• Task instructions
Each line below with the word "East" needs to be copied.

====================

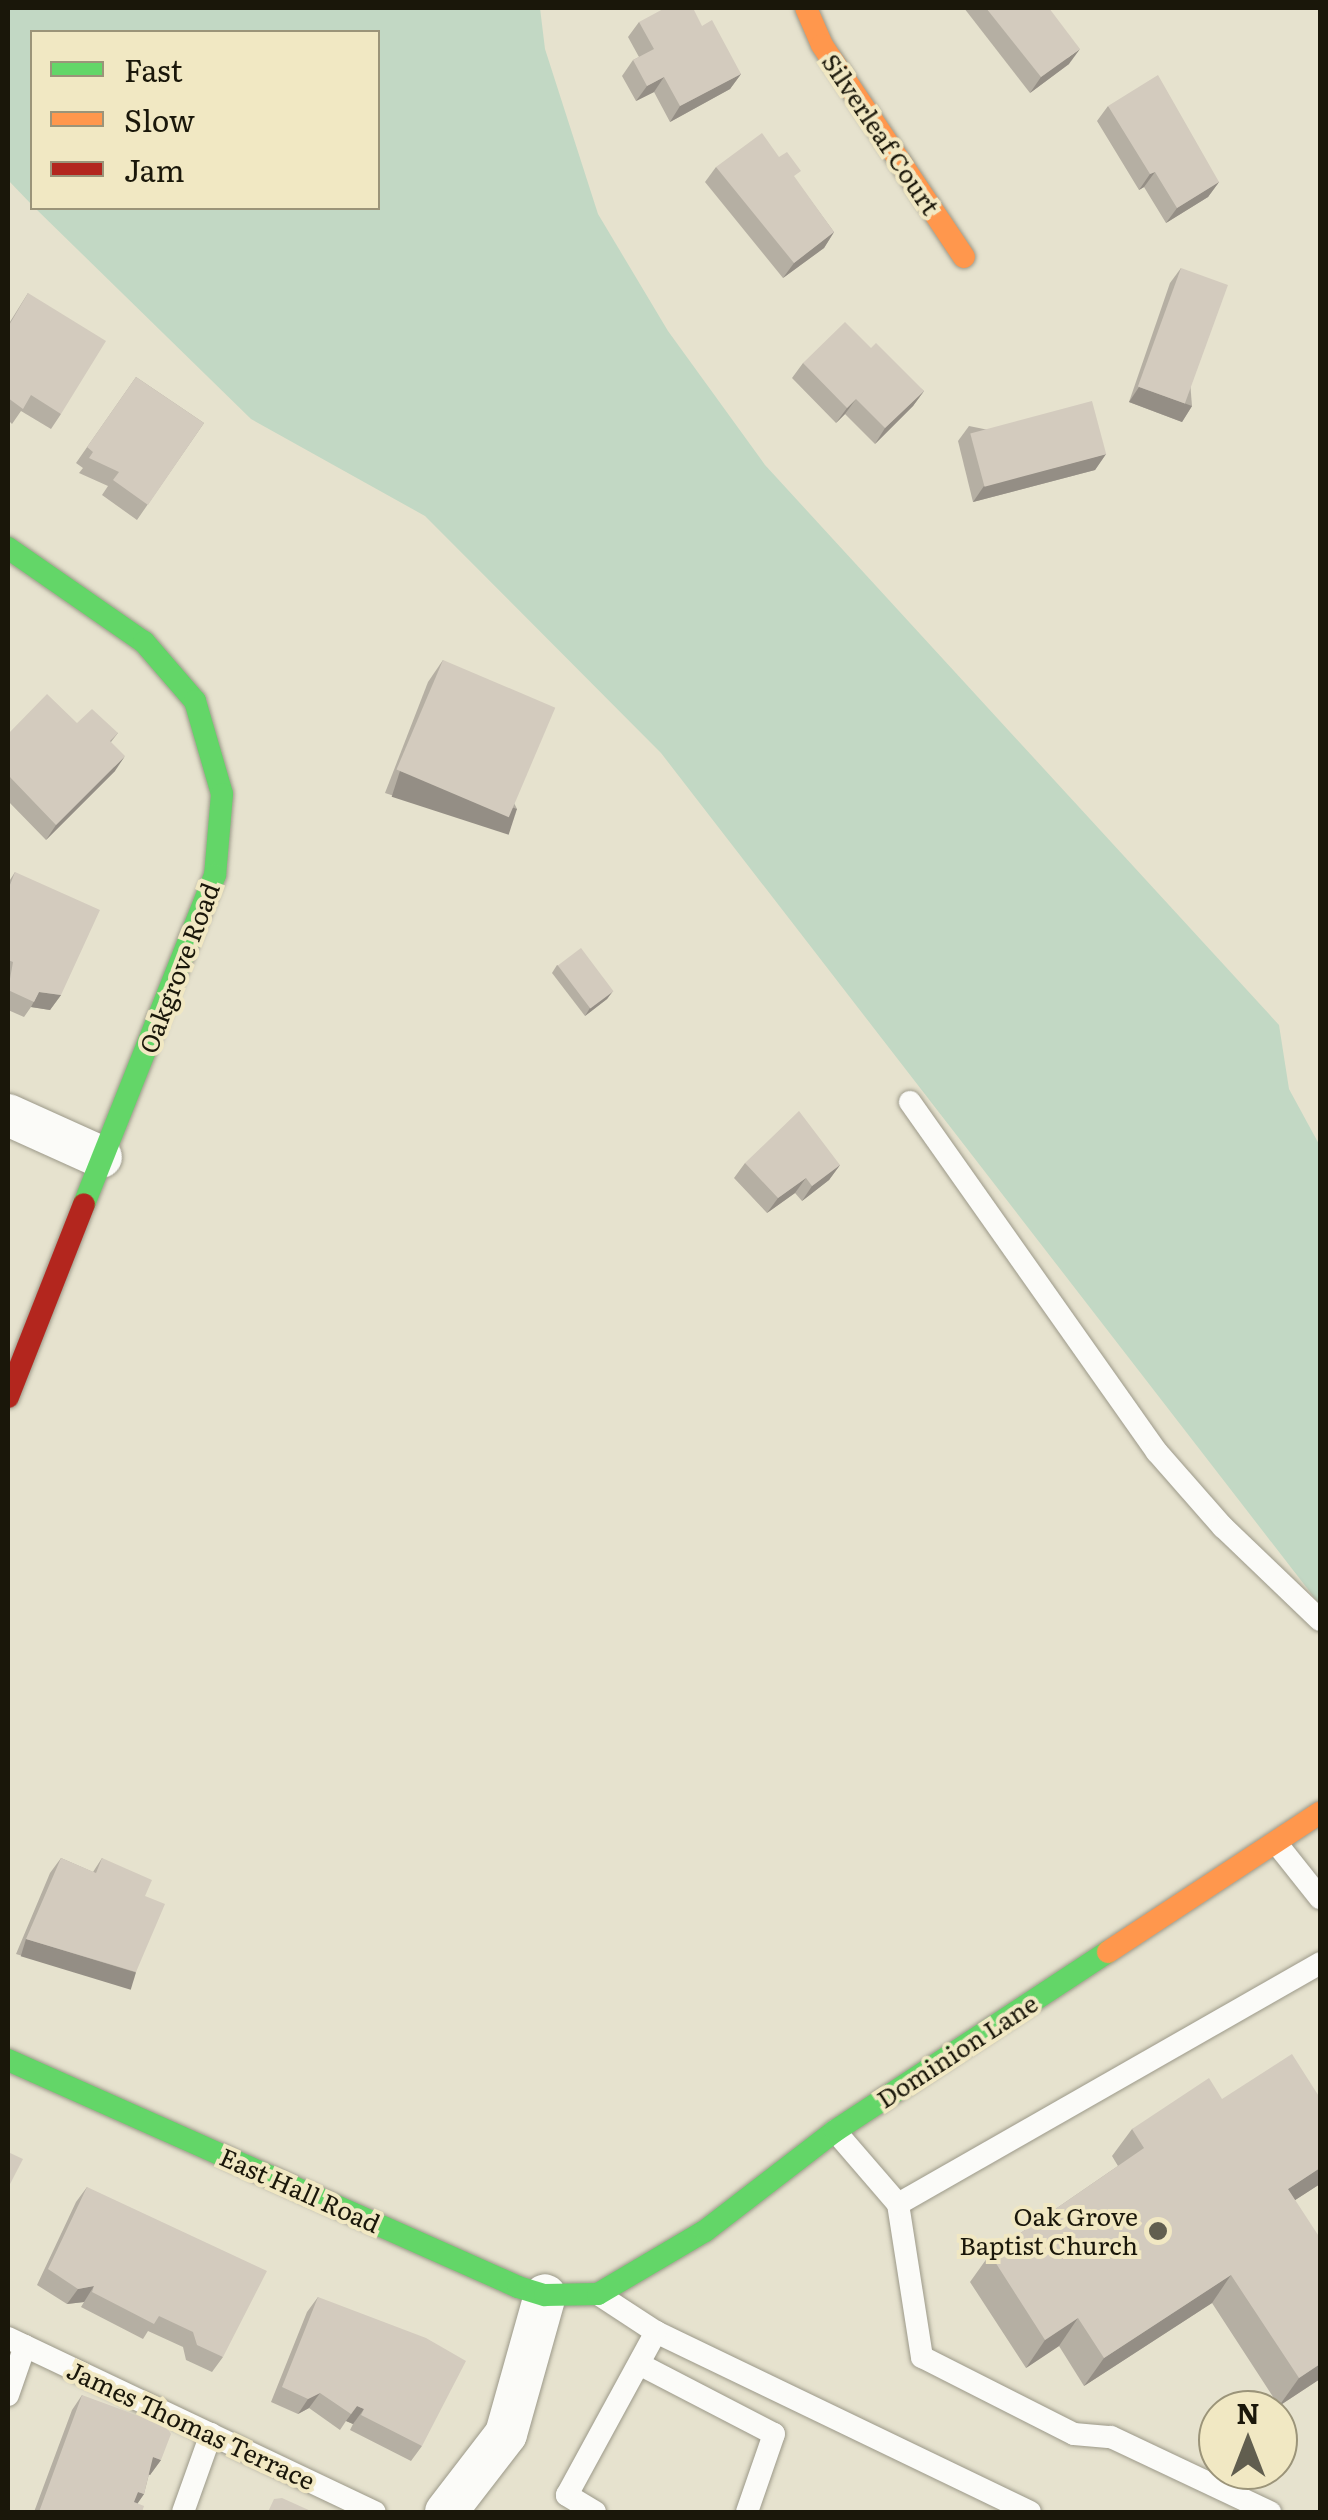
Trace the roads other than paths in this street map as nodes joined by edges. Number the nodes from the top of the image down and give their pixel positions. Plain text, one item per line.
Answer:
1 (806, 8) edge
2 (964, 257) dead end
3 (8, 548) edge
4 (910, 1102) dead end
5 (8, 1115) edge
6 (101, 1158) junction
7 (8, 1398) edge
8 (1320, 1620) edge
9 (1320, 1814) edge
10 (1276, 1844) junction
11 (1320, 1898) edge
12 (1320, 1963) edge
13 (8, 2060) edge
14 (835, 2131) junction
15 (898, 2204) junction
16 (598, 2294) junction
17 (545, 2295) junction
18 (656, 2332) junction
19 (16, 2342) edge
20 (639, 2364) junction
21 (8, 2395) edge
22 (211, 2434) junction
23 (997, 2505) edge
24 (183, 2512) edge
25 (375, 2512) edge
26 (446, 2512) edge
27 (594, 2512) edge
28 (747, 2512) edge
29 (1030, 2512) edge
30 (1270, 2512) edge

1 - 2 street, Silverleaf Court
3 - 6 street, Oakgrove Road
4 - 8 lane
5 - 6 street
6 - 7 street, Oakgrove Road
9 - 10 street, Dominion Lane
10 - 11 lane
10 - 14 street, Dominion Lane
12 - 15 lane
13 - 17 street, East Hall Road
14 - 15 lane
14 - 16 street, Dominion Lane
15 - 30 lane
16 - 17 street, East Hall Road
16 - 18 lane
17 - 26 street
18 - 20 lane
18 - 23 lane
19 - 21 lane
19 - 22 lane, James Thomas Terrace
20 - 27 lane
20 - 28 lane
22 - 24 lane
22 - 25 lane, James Thomas Terrace
23 - 29 lane

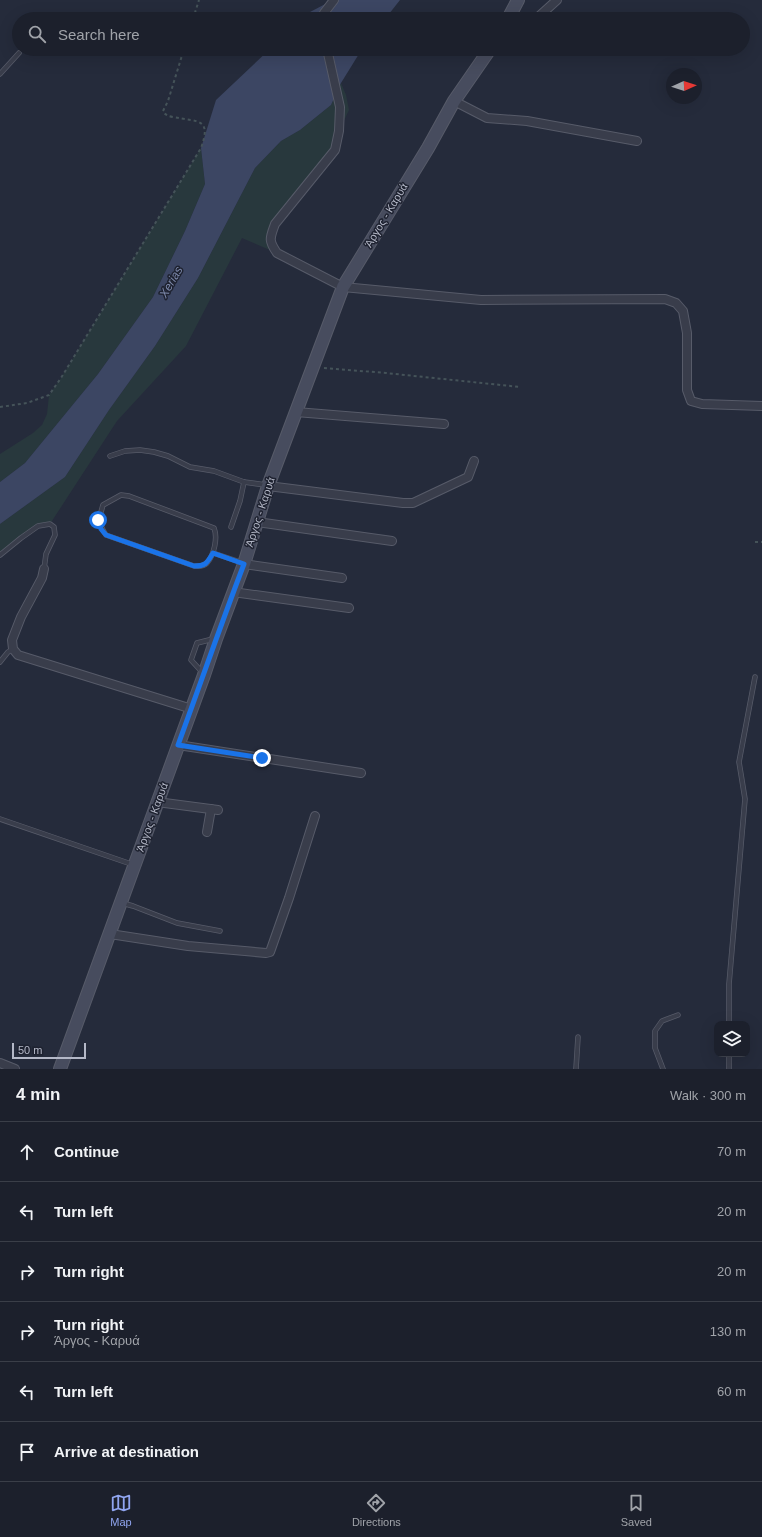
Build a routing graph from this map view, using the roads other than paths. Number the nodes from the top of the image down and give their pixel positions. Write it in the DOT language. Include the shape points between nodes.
graph roads {
  1 [pos="334,0"];
  2 [pos="518,0"];
  3 [pos="557,0"];
  4 [pos="324,12"];
  5 [pos="512,12"];
  6 [pos="544,12"];
  7 [pos="16,56"];
  8 [pos="329,56"];
  9 [pos="485,56"];
  10 [pos="0,74"];
  11 [pos="454,101"];
  12 [pos="637,141"];
  13 [pos="342,287"];
  14 [pos="762,406"];
  15 [pos="296,412"];
  16 [pos="444,424"];
  17 [pos="110,456"];
  18 [pos="474,461"];
  19 [pos="244,482"];
  20 [pos="268,486"];
  21 [pos="257,522"];
  22 [pos="231,527"];
  23 [pos="392,541"];
  24 [pos="213,553"];
  25 [pos="0,555"];
  26 [pos="244,564"];
  27 [pos="44,569"];
  28 [pos="342,578"];
  29 [pos="233,592"];
  30 [pos="349,608"];
  31 [pos="216,639"];
  32 [pos="13,649"];
  33 [pos="0,662"];
  34 [pos="204,675"];
  35 [pos="755,677"];
  36 [pos="192,709"];
  37 [pos="178,745"];
  38 [pos="361,773"];
  39 [pos="157,802"];
  40 [pos="315,816"];
  41 [pos="0,819"];
  42 [pos="207,832"];
  43 [pos="134,865"];
  44 [pos="122,903"];
  45 [pos="220,931"];
  46 [pos="110,934"];
  47 [pos="678,1015"];
  48 [pos="729,1021"];
  49 [pos="578,1037"];
  50 [pos="729,1057"];
  51 [pos="0,1063"];
  52 [pos="15,1069"];
  53 [pos="60,1069"];
  54 [pos="576,1069"];
  55 [pos="663,1069"];
  56 [pos="729,1069"];
  1 -- 4 [label="street"];
  2 -- 5 [label="main road"];
  3 -- 6 [label="street"];
  7 -- 10 [label="lane"];
  8 -- 13 [label="street" via="340,107 335,150 275,224 271,244 277,252"];
  9 -- 11 [label="main road, Άργος - Καρυά"];
  11 -- 12 [label="street" via="487,118 527,121"];
  11 -- 13 [label="main road, Άργος - Καρυά"];
  13 -- 14 [label="street" via="482,300 665,299 676,303 683,311 687,333 687,390 691,401 702,404"];
  13 -- 15 [label="main road, Άργος - Καρυά"];
  15 -- 16 [label="street"];
  15 -- 20 [label="main road, Άργος - Καρυά"];
  17 -- 19 [label="lane" via="125,451 154,452 190,467"];
  18 -- 20 [label="street" via="468,477 413,502"];
  19 -- 20 [label="lane"];
  19 -- 22 [label="lane"];
  20 -- 21 [label="main road, Άργος - Καρυά"];
  21 -- 23 [label="street"];
  21 -- 26 [label="main road, Άργος - Καρυά"];
  24 -- 24 [label="lane" via="206,564 194,566 106,535 98,520 104,505 121,495 129,496 214,528 216,534"];
  24 -- 26 [label="lane"];
  25 -- 27 [label="lane" via="38,526 50,524 54,527 55,535 46,554"];
  26 -- 28 [label="street"];
  26 -- 29 [label="main road, Άργος - Καρυά"];
  27 -- 32 [label="street" via="12,640"];
  29 -- 30 [label="street"];
  29 -- 31 [label="main road, Άργος - Καρυά"];
  31 -- 34 [label="main road, Άργος - Καρυά"];
  31 -- 34 [label="lane" via="197,643 191,660"];
  32 -- 33 [label="lane"];
  32 -- 36 [label="street" via="18,655"];
  34 -- 36 [label="main road, Άργος - Καρυά"];
  35 -- 48 [label="lane" via="739,762 745,799 729,984"];
  36 -- 37 [label="main road, Άργος - Καρυά"];
  37 -- 38 [label="street"];
  37 -- 39 [label="main road, Άργος - Καρυά"];
  39 -- 42 [label="street" via="215,809"];
  39 -- 43 [label="main road, Άργος - Καρυά"];
  40 -- 46 [label="street" via="270,952 188,946"];
  41 -- 43 [label="lane"];
  43 -- 44 [label="main road, Άργος - Καρυά"];
  44 -- 45 [label="lane" via="177,923"];
  44 -- 46 [label="main road, Άργος - Καρυά"];
  46 -- 53 [label="main road, Άργος - Καρυά"];
  47 -- 55 [label="lane" via="662,1021 655,1031 655,1048"];
  49 -- 54 [label="lane"];
  50 -- 56 [label="lane"];
  51 -- 52 [label="street"];
}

====================

• Result of the task
13 - 17 street, East Hall Road
16 - 17 street, East Hall Road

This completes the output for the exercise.